= Durihana =

South Korean aid organization

Durihana North Korea Mission is a defector aid Christian organization based in South Korea, founded by Pastor Chun Ki-won. The organization assists North Korean defectors escape from North Korea and China, often by helping refugees to pay their "brokers" fee, which allows them to cross borders. The group also provides migrants with temporary hideouts and helps them move to more secure areas. Durihana has been recognized as one of the main South Korean NGOs involved in aiding North Korean defectors in China.

==History==
Chinese police arrested founder Pastor Chun Ki-won in 2002 on the Mongolian border, on the escape route he pioneered. His arrest and eight month imprisonment caused a stir in South Korea, exposing the plight of North Korean defectors.
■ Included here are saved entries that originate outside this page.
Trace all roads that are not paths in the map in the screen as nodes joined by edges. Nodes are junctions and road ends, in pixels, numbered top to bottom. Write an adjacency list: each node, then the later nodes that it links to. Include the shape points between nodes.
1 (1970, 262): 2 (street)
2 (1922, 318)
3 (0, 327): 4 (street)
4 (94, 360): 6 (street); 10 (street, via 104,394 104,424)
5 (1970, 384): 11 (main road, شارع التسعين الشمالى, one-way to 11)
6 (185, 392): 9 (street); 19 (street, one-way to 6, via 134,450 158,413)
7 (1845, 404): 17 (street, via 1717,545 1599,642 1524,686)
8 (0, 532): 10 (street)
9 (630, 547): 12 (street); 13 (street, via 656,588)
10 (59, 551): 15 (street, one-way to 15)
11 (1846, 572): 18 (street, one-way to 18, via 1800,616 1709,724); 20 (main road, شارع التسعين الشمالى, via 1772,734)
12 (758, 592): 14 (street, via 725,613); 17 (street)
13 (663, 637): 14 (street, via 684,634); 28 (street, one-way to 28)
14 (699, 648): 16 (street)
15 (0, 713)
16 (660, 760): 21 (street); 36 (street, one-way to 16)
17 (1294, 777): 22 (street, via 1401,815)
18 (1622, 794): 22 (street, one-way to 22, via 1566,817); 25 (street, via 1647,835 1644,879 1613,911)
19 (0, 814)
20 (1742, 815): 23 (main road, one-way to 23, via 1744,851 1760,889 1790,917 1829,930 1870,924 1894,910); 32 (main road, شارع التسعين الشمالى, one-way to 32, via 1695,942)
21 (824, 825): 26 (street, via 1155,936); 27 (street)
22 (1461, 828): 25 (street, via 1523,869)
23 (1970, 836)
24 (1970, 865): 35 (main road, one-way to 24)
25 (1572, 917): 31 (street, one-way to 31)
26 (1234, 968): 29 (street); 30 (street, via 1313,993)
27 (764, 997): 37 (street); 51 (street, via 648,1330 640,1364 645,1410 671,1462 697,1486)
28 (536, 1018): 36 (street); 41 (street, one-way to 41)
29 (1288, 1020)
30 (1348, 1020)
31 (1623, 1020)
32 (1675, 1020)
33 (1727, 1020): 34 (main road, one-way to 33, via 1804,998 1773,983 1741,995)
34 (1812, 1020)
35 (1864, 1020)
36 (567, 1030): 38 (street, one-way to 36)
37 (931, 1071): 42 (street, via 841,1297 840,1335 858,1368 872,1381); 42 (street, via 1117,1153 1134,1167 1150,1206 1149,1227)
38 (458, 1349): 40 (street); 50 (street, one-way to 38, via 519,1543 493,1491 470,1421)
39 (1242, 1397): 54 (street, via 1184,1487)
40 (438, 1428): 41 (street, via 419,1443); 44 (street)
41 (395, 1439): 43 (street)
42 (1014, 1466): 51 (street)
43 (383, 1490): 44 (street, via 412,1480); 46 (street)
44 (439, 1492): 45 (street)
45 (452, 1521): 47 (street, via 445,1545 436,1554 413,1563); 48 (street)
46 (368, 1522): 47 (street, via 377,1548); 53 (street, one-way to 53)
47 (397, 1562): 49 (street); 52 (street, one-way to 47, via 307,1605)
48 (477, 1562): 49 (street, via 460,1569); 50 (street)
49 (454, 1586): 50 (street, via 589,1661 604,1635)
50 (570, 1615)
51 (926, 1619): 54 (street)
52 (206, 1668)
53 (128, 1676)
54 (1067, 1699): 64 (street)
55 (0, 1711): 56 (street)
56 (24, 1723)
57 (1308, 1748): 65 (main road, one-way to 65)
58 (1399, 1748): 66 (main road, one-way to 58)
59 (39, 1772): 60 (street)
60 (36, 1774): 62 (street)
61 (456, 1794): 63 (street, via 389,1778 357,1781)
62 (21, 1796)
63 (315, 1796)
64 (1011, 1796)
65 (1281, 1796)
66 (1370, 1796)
In 1995, as a missionary in the Yanbian Korean Autonomous Prefecture, Chun met his first North Koreans in hiding. "These people had lost all their rights," he said. "The most important thing I could do was revive their humanity." Chun orchestrated the escapes of more than 1,200 North Koreans with only a handful of failures.

Nonetheless, the group has been criticized by some for complicating the relations between North and South Korea.

In September 2023, Chun was arrested in Seoul on suspicion of sexually molesting six North Korean teenagers, including defectors staying in the dormitories of the alternative school he established at Durihana's headquarters. In February 2024, Chun was convicted and sentenced by the Seoul Central District Court to five years' imprisonment over the charges.